DTLS 1.2 connection ID based load balancer - eclipse-californium/californium GitHub Wiki

Note: Built-In-DTLS-CID-Load-Balancer-Cluster is the current approach for load-balancing based on CID.

DTLS 1.2 load-balancer

Using DTLS 1.2 in the internet comes with pain caused by NATs and so it's strongly recommended, to use it.

The DTLS 1.2 connection ID offers even more: the base to build a "stateless load-balancer". In a cluster the task to associate the negotiated keys is extended by using the node in the cluster, which has been used for the handshake. Simon Bernard had that vision already in 2017 CID for nginx and lvs mailing list, but neither the specification nor a implementation for that connection ID was in place. That has changed now. Since californium 2.0.0-M14 a connection ID implementation is available, and with the "connection id generator" of 2.0.0-M15 , all pieces are ready to build such a cluster. All, OK, some may need improvements :-).

The DTLS 1.2 CID load-balancer demonstration setup

It requires modern linux (I use ubuntu 18.04 LTS) installed on 3 boxes, one for the load-balancer and two for the nodes. And additional a client.

Prepare the nodes

Both nodes requires a installed java and the cf-plugtest-server. If you consider to set it up as systemd service, please read Californium as old style systemd service . To be used as node, the records with the responses must be send back through the load-balancer box. That's achieved by setting up that load-balancer box as gateway.

#! /bin/sh
 
ip route del default
# adapt this according your ip subnet setup
ip route del 192.168.178.0/24
 
# adapt this according your load-balancer ip and interface setup
ip route add 192.168.178.118/32 dev wlan0
# adapt this according your load-balancer ip
ip route add default via 192.168.178.118
# add routes to other nodes in the subnet, if required

Download script

That assumes, that your node is in subnet "192.168.178.0/24", and your load-balancer runs on "192.168.178.118" and is reachable by the "wlan0" device. This setup routes now all IPv4 traffic via the load-balancer, even the traffic in the subnet before. If you want to reach other nodes in the subnet directly, add the routes to that node as well. I chose that setup to be able to test the cluster also from a client node in the subnet. If that is not required and all clients are not in the subnet, other routes for the local interface of the nodes are possible.

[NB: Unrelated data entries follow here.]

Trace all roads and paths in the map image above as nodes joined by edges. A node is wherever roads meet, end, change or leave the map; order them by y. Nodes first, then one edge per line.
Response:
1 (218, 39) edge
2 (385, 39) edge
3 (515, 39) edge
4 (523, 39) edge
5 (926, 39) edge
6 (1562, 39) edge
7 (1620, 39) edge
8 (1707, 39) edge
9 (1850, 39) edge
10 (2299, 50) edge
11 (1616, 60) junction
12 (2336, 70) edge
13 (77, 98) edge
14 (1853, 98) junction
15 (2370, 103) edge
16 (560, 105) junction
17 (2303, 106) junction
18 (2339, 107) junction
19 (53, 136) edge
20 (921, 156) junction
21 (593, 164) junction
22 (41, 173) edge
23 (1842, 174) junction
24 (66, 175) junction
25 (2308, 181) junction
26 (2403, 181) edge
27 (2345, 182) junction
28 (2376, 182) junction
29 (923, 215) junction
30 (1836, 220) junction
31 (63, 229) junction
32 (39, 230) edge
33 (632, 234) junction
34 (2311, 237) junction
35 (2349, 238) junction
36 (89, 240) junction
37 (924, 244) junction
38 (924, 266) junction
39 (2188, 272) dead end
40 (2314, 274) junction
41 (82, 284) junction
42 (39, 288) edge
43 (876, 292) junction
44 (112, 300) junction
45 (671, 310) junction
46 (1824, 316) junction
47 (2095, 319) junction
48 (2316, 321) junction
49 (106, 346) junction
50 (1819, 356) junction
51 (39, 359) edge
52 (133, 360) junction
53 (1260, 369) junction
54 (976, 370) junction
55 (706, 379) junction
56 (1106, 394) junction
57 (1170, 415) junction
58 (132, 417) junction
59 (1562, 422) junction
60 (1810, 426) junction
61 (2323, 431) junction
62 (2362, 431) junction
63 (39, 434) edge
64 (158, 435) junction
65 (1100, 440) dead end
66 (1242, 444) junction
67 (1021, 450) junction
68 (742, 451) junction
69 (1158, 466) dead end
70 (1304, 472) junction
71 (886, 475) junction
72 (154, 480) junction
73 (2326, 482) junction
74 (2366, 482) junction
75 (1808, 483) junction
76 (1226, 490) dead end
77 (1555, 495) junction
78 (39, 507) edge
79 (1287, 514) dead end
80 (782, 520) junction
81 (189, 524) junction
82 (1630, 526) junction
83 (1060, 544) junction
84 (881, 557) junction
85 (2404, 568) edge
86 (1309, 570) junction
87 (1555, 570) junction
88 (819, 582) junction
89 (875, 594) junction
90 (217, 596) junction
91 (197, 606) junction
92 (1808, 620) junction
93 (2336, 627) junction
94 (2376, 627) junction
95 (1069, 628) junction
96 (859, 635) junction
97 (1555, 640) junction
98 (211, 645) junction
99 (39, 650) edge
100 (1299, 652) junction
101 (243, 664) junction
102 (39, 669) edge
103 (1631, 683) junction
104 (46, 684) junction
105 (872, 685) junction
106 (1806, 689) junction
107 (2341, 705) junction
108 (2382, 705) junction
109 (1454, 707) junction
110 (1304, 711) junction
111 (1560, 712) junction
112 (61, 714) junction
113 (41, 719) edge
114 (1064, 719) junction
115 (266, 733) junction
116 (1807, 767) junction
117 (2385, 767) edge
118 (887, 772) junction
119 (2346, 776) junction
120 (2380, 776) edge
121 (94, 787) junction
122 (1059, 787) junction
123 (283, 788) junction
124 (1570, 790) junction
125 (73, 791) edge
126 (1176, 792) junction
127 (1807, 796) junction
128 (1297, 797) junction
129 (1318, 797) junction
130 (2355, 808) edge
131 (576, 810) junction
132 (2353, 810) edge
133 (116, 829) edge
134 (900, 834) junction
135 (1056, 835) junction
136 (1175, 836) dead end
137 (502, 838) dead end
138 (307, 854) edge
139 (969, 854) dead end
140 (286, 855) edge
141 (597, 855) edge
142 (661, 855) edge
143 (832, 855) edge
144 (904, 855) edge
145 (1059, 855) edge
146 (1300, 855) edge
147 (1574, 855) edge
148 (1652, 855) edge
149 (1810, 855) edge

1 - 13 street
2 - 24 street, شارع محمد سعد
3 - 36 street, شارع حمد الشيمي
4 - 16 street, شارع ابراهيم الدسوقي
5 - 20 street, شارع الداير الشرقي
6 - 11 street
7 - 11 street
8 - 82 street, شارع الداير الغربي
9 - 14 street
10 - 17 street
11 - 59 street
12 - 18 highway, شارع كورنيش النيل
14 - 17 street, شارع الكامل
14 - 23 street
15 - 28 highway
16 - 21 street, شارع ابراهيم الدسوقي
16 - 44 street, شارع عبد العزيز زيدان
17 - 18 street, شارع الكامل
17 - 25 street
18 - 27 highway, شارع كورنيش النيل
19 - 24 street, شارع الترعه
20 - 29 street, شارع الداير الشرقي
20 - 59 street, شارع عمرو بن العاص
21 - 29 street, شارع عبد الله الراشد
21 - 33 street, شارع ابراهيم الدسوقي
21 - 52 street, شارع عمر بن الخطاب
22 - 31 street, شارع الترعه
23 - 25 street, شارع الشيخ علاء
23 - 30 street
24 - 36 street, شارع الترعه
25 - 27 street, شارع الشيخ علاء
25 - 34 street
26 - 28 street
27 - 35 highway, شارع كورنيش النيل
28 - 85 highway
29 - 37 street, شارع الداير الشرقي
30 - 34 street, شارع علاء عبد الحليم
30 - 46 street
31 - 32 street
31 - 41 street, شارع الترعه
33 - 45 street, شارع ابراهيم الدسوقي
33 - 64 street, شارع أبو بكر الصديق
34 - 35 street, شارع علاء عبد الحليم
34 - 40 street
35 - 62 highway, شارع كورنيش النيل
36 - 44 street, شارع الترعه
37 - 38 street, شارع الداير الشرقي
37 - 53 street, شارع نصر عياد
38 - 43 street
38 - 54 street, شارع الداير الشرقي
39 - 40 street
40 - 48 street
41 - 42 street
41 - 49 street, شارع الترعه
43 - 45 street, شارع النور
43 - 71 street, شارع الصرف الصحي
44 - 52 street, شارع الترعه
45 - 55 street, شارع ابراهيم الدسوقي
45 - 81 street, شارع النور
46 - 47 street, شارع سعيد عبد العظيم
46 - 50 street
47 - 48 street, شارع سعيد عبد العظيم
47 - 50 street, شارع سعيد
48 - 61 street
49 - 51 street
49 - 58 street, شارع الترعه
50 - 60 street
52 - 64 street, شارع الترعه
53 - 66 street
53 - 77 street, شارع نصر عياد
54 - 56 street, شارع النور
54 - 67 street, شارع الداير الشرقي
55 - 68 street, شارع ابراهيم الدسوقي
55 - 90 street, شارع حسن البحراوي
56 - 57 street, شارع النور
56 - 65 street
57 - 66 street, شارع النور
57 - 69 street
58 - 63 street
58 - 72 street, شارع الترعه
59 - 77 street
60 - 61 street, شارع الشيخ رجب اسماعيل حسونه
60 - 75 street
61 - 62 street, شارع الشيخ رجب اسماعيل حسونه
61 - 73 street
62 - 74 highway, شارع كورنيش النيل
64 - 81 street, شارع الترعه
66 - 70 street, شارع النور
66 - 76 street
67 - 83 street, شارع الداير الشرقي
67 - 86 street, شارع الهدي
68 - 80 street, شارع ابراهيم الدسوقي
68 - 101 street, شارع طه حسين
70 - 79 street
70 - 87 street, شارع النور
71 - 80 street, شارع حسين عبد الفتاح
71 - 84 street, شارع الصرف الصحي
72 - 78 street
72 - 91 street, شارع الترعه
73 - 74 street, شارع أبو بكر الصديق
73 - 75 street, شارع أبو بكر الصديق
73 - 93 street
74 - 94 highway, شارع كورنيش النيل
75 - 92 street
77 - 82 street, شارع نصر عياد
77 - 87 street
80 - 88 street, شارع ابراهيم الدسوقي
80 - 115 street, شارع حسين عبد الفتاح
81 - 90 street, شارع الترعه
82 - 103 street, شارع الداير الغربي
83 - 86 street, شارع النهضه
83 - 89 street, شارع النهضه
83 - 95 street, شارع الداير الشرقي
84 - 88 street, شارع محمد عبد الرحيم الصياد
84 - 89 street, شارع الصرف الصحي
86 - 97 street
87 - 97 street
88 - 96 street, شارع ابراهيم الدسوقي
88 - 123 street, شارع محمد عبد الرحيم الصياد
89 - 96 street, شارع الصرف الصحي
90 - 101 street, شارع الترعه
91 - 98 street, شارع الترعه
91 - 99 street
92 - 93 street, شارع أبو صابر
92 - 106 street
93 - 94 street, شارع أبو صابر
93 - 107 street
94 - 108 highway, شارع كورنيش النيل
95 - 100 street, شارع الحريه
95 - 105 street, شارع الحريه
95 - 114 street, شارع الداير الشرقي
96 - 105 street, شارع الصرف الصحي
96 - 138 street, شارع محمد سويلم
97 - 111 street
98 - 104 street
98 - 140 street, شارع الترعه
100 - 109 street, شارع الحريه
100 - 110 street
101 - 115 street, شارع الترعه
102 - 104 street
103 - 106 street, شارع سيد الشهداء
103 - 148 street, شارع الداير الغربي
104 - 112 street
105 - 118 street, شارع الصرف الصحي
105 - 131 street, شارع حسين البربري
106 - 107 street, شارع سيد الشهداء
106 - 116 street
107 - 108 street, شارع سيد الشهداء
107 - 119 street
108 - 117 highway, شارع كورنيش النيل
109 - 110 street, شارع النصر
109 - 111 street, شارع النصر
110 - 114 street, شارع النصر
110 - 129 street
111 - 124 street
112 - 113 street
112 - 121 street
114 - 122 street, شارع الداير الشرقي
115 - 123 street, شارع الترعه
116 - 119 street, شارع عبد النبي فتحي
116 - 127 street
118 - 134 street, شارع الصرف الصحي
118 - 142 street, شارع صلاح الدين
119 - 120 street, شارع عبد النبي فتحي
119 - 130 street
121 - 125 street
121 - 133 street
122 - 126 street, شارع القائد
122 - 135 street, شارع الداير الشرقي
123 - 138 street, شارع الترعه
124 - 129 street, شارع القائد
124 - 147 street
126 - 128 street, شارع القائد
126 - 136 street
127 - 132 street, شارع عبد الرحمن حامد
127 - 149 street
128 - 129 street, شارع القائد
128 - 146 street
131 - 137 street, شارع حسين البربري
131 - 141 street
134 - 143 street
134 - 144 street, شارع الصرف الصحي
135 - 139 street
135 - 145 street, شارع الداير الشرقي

The cf-plugtest-server must be configure to use the node-id in the connection id. Therefore adjust the values

DTLS_CONNECTION_ID_LENGTH=6
DTLS_CONNECTION_ID_NODE=1

in the "CaliforniumPlugtest.properties" of the first node. This configuration file is created the first time the application is started. It's only read on startup, so restart the application after adjust the values. On the second node, use

DTLS_CONNECTION_ID_LENGTH=6
DTLS_CONNECTION_ID_NODE=2

Prepare the load-balancer

Run the script with "sudo".

#! /bin/sh

if [ -z "$1" ]  ; then
    INTERFACE_IN=
else 
    INTERFACE_IN="-i $1"
fi

LOADBA_IP=192.168.178.118
NODE_1_IP=192.168.178.123
NODE_2_IP=192.168.178.124

# configure the ipvs UDP timeout to 15s
ipvsadm --set 0 0 15

echo "Remove IP LVS for port 5683 and 5684"
ipvsadm -D -u ${LOADBA_IP}:5683
ipvsadm -D -u ${LOADBA_IP}:5684
 
echo "Create IP LVS 5683 (coap without DTLS)"
ipvsadm -A -u ${LOADBA_IP}:5683 -s rr
ipvsadm -a -u ${LOADBA_IP}:5683 -r ${NODE_1_IP} -m
ipvsadm -a -u ${LOADBA_IP}:5683 -r ${NODE_2_IP} -m
 
echo "Create IP LVS 5684 (coaps with DTLS)"
ipvsadm -A -u ${LOADBA_IP}:5684 -s rr
ipvsadm -a -u ${LOADBA_IP}:5684 -r ${NODE_1_IP} -m
ipvsadm -a -u ${LOADBA_IP}:5684 -r ${NODE_2_IP} -m
 
# NAT LB using DTLS 1.2 connection ID
# IPv4 layer, RFC 791, minimum 20 bytes, use IHL to calculate the effective size
# IPv6 layer, RFC 2460, "next header" => currently not supported :-)  
# UDP layer, RFC 768, 8 bytes
# DTLS 1.2 header first 3 bytes "19 fe fd" for TLS12_CID (25 / 0x19)
# DTLS 1.2 header with cid, offset 3 + 2 + 6 = 11 
# (UDP header / 8 bytes + offset / 11 bytes - u32 shift / 3 bytes => 16)
echo "Create DTLS_NAT"
iptables -t nat -N DTLS_NAT
echo "Prepare DTLS_NAT"
iptables -t nat -F DTLS_NAT
# rule cid == 1 => NODE_1_IP
iptables -t nat -A DTLS_NAT -m u32 --u32 "0>>22&0x3C@ 7&0xFFFFFF=0x19FEFD && 0>>22&0x3C@ 16&0xFF=1" -j DNAT --to-destination ${NODE_1_IP}
# rule cid == 2 => NODE_2_IP
iptables -t nat -A DTLS_NAT -m u32 --u32 "0>>22&0x3C@ 7&0xFFFFFF=0x19FEFD && 0>>22&0x3C@ 16&0xFF=2" -j DNAT --to-destination ${NODE_2_IP}
 
echo "Remove PREROUTING to DTLS NAT $1"
iptables -t nat -D PREROUTING ${INTERFACE_IN} -p udp --dport 5684 -j DTLS_NAT
echo "Forward PREROUTING to DTLS NAT $1"
iptables -t nat -A PREROUTING ${INTERFACE_IN} -p udp --dport 5684 -j DTLS_NAT
 
#enable ipv4 forwarding
echo "1" > /proc/sys/net/ipv4/ip_forward

# set DNAT timeout to 15s
echo "15" > /proc/sys/net/netfilter/nf_conntrack_udp_timeout
echo "15" > /proc/sys/net/netfilter/nf_conntrack_udp_timeout_stream

#some cmd to list the states and see, what's going on
#statistic:
#  iptables -t nat -L -nvx
#reset statistics: 
#  iptables -t nat -Z
#dump connection tracking of iptables: 
#  conntrack -L
#dump connections in ipvs: 
#  ipvsadm -L -n

Download script

(The script contains additional firewall rules to protect the DTLS 1.2 endpoint at port 5684 from foreign traffic. That's not required for the load-balancer therefore it's only in the download script.)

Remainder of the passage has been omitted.